> _Your objective_:
Give back the line containing "index mcp: (419, 407)" along with every line after it, exactly, until the entries end.

*** Opening Input ***

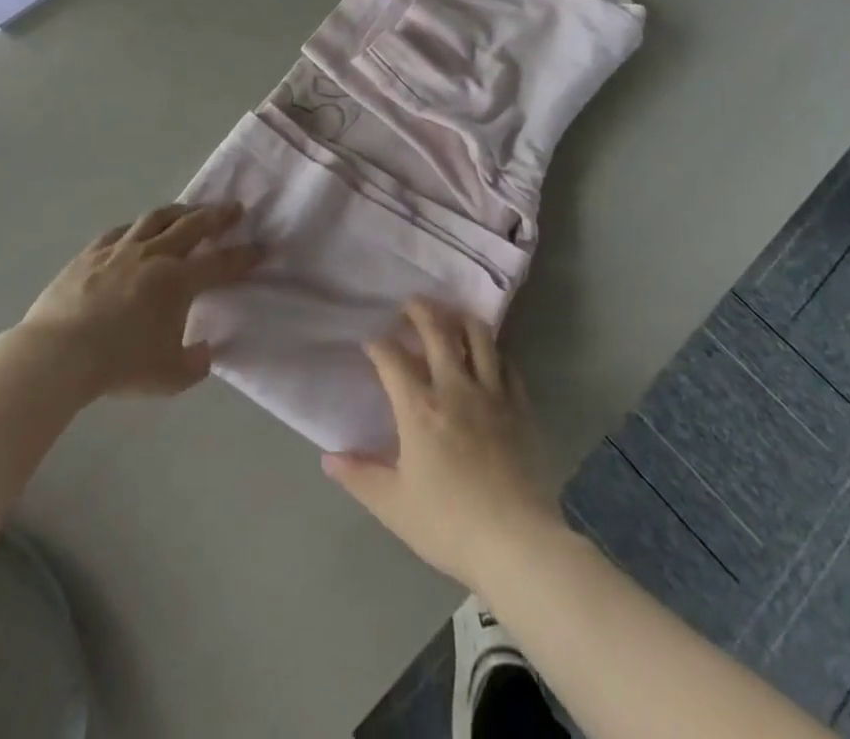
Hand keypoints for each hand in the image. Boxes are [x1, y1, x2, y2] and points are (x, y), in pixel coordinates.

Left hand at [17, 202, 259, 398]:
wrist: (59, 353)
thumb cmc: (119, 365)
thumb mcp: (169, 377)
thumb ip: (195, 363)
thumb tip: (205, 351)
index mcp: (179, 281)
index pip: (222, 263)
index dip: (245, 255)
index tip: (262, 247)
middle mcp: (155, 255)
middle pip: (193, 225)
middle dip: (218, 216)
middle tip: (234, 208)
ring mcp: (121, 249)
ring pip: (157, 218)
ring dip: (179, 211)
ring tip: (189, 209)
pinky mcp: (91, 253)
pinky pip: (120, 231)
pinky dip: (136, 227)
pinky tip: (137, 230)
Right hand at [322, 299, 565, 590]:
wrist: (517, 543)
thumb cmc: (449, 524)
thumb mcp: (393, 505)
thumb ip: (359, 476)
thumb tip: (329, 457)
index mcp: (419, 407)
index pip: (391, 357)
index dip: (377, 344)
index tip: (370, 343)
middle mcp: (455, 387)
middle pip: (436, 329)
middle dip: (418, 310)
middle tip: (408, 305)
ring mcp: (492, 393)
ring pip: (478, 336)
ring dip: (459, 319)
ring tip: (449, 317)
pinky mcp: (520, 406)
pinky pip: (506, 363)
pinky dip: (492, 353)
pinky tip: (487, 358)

*** Closing Input ***

> _Worked solution_:
index mcp: (419, 407)
index pip: (391, 357)
index dip: (377, 344)
index tip: (370, 343)
middle mcp: (455, 387)
middle pip: (436, 329)
middle dip: (418, 310)
middle tip: (408, 305)
ring mcp: (492, 393)
ring pip: (478, 336)
ring dip: (459, 319)
ring tip: (449, 317)
pinky mcp: (520, 406)
pinky pip: (506, 363)
pinky dip: (492, 353)
pinky tip: (487, 358)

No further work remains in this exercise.